La deuxième formulation, soutenue par les Frères musulmans et les salafistes, permettait une référence plus littérale à la loi islamique. L'Assemblée constituante, dominée par les islamistes et boycottée par les libéraux, la gauche et les Coptes (chrétiens), a préféré le statu quo par souci de consensus.
"Les islamistes, qu'on présente comme très conservateurs, ne diffèrent pas tant que ça du régime précédent", souligne Baudouin Dupret. Mais il fait remarquer que l'article 219, ajouté par la Constituante, "fait rentrer par la fenêtre ce qu'on avait chassé par la porte".
Ce texte définit ainsi "les principes de la charia" comme les principes, les règles et la jurisprudence de la doctrine sunnite de l'islam. Parmi les quatre écoles sunnites, c'est l'école hanafite qui domine en Egypte – comme en Turquie et en Syrie. "Jusqu'à présent, c'était à la Haute Cour constitutionnelle de définir ce qu'étaient les principes de la charia, observe Baudouin Dupret. C'est la porte ouverte à des interprétations plus conservatrices ultérieurement."
Autre point de controverse, qui n'est pas sans rapport avec le précédent, l'université islamique d'Al-Azhar se voit décerner un rôle de "consultation" pour tout ce qui touche à la charia. "Les avis d'Al-Azhar seront-ils contraignants ou pas ?", interroge l'universitaire. "D'une manière générale, on ne donne pas à une autorité non judiciaire ou non législative la compétence d'interférer dans les matières judiciaires ou législatives", ajoute Baudouin Dupret. La logique qui semble avoir présidé à la rédaction du texte est l'ambiguïté : même si la nouvelle Constitution ne met pas en place une théocratie, elle laisse ouverte la possibilité d'une évolution ultra-conservatrice.
QUELLES LIBERTÉS ?
Cette ambiguïté fondamentale est très nette dans tous les domaines qui touchent aux libertés. Ainsi, pas moins de 51 articles sont censés protéger les droits et libertés personnels, politiques, économiques et sociaux.

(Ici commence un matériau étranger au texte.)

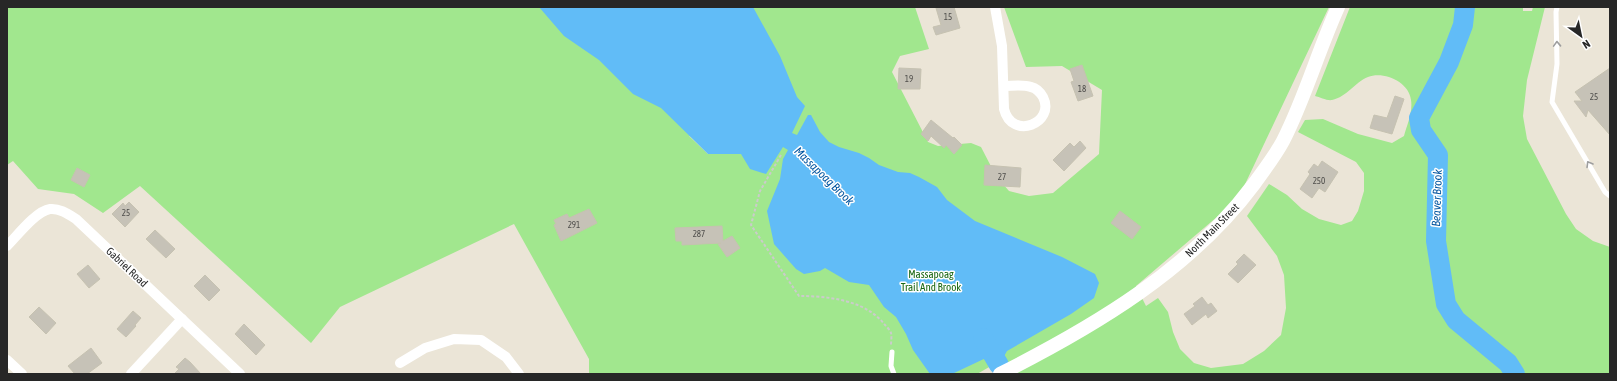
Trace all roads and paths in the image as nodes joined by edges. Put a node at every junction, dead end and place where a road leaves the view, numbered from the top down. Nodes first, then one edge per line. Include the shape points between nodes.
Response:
1 (995, 7) edge
2 (1338, 7) edge
3 (1557, 7) edge
4 (1004, 86) junction
5 (781, 155) dead end
6 (1610, 197) edge
7 (7, 246) edge
8 (182, 319) junction
9 (892, 352) joint
10 (7, 360) edge
11 (400, 363) dead end
12 (22, 374) edge
13 (131, 374) edge
14 (240, 374) edge
15 (519, 374) edge
16 (894, 374) edge
17 (1000, 374) edge

1 - 4 street via 1002,46
2 - 17 main road, North Main Street via 1300,104 1282,142 1239,204 1202,244 1164,275 1114,310 1061,342
6 -> 3 lane via 1552,102 1557,64
4 - 4 street via 1004,109 1010,120 1026,127 1038,122 1045,107 1044,98 1038,91 1026,86
5 - 9 path via 760,191 751,225 799,296 818,296 864,308 878,317 891,333
7 - 8 street, Gabriel Road via 42,212 50,209 67,213
8 - 13 street
8 - 14 street, Gabriel Road
9 - 16 lane via 891,366
10 - 12 street
11 - 15 street via 425,348 454,339 481,340 506,357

Sans compter l'article 43, qui garantit la "liberté de croyance et de culte" et l'article 45, qui consacre la "liberté d'opinion et d'expression".
Mais l'article 44 interdit "d'insulter les prophètes des religions monothéistes". Une contradiction que Baudouin Dupré résume d'une formule lapidaire : "On empile des choses et on laisse des interstices pour s'y engouffrer plus tard."
En matière de statut personnel, la référence spécifique au christianisme et au judaïsme afin d'organiser la vie des chrétiens et juifs d'Egypte entérine et fige la situation actuelle : un(e) Egyptien (ne) ne peut pas ne pas avoir de religion, ou se réclamer d'autre chose que de l'islam, du christianisme ou du judaïsme.
Enfin, le statut de la femme connaît un vrai recul avec l'annulation de toute référence à "l'égalité hommes-femmes" – contraire à la charia, telle qu'elle est actuellement interprétée, notamment en matière d'héritage ou de divorce – au profit de la notion, plus vague, d'"égalité entre tous les Egyptiens". Plus explicite, le projet stipule que la femme doit trouver un "équilibre entre ses devoirs familiaux et professionnels". L'Etat est censé protéger la "vraie nature de la famille égyptienne" et "promouvoir sa morale et ses valeurs".
Le "trafic d'humains" n'est plus explicitement interdit, ce qui ouvre la voie au mariage de filles mineures. Tout aussi inquiétant, l'Etat a aussi pour mission de mettre les arts, la science et la littérature "au service de la société".